Today marks the 30th anniversary of the 1987 stock market crash.  It’s hard to believe that it’s been 30 years.  I still remember where I was when the crash happened and my reaction to it. It happened just after I had graduated from the University of California at Berkeley. By the time the crash happened, I had already accepted a job in Newport Beach, California.  I was going to be working in the commodity options market, but I hadn’t started yet.

Lesson:  The Market Goes Up

The crash began a few weeks before I was on the job, but I do remember when I first got there, I met a guy who had a lot of S&P 500 puts for clients and for him, anyway the crash was a great thing because he was able to make a lot of money on those puts.  Of course the S&P was a fraction of its current value.  The market is up dramatically since the 1987, which is the lesson that everybody hope that you learn: “Hey don’t worry about the market.  If it ever goes down, it’s going to come back up.”

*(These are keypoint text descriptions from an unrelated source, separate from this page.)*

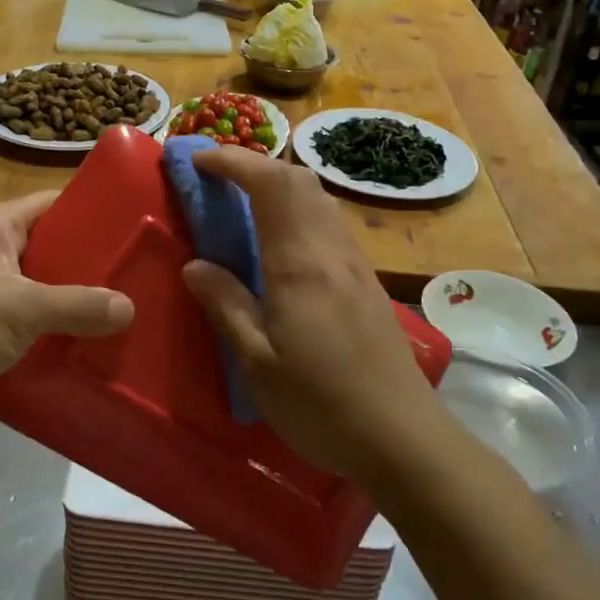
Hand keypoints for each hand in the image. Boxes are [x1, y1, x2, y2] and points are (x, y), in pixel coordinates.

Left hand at [0, 191, 133, 404]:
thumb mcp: (21, 307)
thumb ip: (78, 305)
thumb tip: (130, 307)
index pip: (53, 204)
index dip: (93, 211)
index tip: (139, 224)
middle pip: (53, 250)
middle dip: (93, 265)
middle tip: (144, 275)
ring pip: (44, 293)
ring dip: (77, 306)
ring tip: (130, 314)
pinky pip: (31, 328)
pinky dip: (57, 336)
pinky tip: (93, 348)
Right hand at [180, 147, 444, 481]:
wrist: (403, 438)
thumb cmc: (321, 404)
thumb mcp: (258, 362)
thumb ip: (226, 305)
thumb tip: (196, 265)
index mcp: (300, 263)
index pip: (270, 184)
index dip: (233, 161)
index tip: (198, 161)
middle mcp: (332, 251)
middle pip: (299, 180)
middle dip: (256, 165)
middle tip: (217, 179)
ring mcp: (355, 265)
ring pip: (319, 199)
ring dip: (279, 186)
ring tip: (243, 204)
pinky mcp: (366, 283)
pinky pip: (329, 224)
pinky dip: (298, 211)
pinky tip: (281, 244)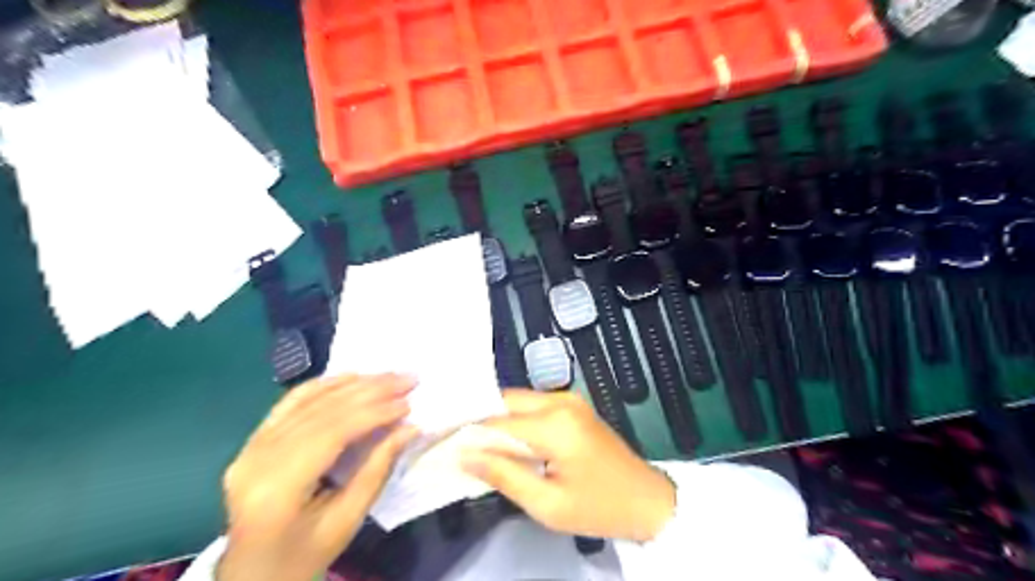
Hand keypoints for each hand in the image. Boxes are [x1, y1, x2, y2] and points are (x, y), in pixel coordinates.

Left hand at [215, 372, 417, 580]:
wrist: (251, 577)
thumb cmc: (302, 558)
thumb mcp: (346, 521)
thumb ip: (377, 470)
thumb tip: (410, 428)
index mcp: (277, 488)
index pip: (332, 433)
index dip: (374, 413)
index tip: (409, 403)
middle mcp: (257, 459)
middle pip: (322, 411)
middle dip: (371, 391)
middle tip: (408, 379)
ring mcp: (250, 447)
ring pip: (308, 400)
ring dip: (353, 383)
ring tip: (389, 376)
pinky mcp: (253, 442)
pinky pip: (291, 402)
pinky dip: (324, 385)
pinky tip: (351, 376)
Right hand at [462, 387, 675, 541]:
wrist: (646, 499)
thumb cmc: (598, 507)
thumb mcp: (547, 504)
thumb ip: (504, 475)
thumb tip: (464, 454)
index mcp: (555, 424)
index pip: (497, 422)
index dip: (467, 433)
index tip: (441, 442)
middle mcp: (560, 401)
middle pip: (506, 401)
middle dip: (480, 419)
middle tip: (456, 442)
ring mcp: (569, 400)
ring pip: (518, 401)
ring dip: (497, 419)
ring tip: (475, 443)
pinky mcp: (573, 406)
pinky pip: (533, 406)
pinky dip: (516, 420)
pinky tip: (505, 440)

Trade Deficit Tiny Compared to Now

I remember some of the catalysts that were weighing heavily on the stock market leading up to the crash of ’87 was the fact that the dollar was weakening as a result of a increase in the trade deficit – trade deficits that are tiny in comparison to the enormous one that we run today. Yet nonetheless, people were rightly worried about it back then.  They couldn’t care less about the trade deficits now.

Interest Rates at 9%

Also interest rates were rising. The yields on the 30-year bond (nobody really talked about the 10-year back then) were 9% and they were going up.  So you had 9% interest rate, interest rates rising, the dollar falling, the trade deficits getting bigger and the stock market had pretty much ignored what everybody agreed was bad news at the time.  The stock market kept going up anyway, despite all of that.  Eventually it all came crashing down in 1 day.

Good Company

One of the things I remember about that was how Alan Greenspan reacted.  I mentioned this on a prior podcast. Greenspan had not been the Fed chair that long when the market crashed. He took over from Paul Volker.  I knew Greenspan, and was familiar with him because he was a libertarian and an Austrian economist.  He had written an essay on Gold and Economic Freedom, which I had read, in addition to Ayn Rand’s Capitalization: the Unknown Ideal.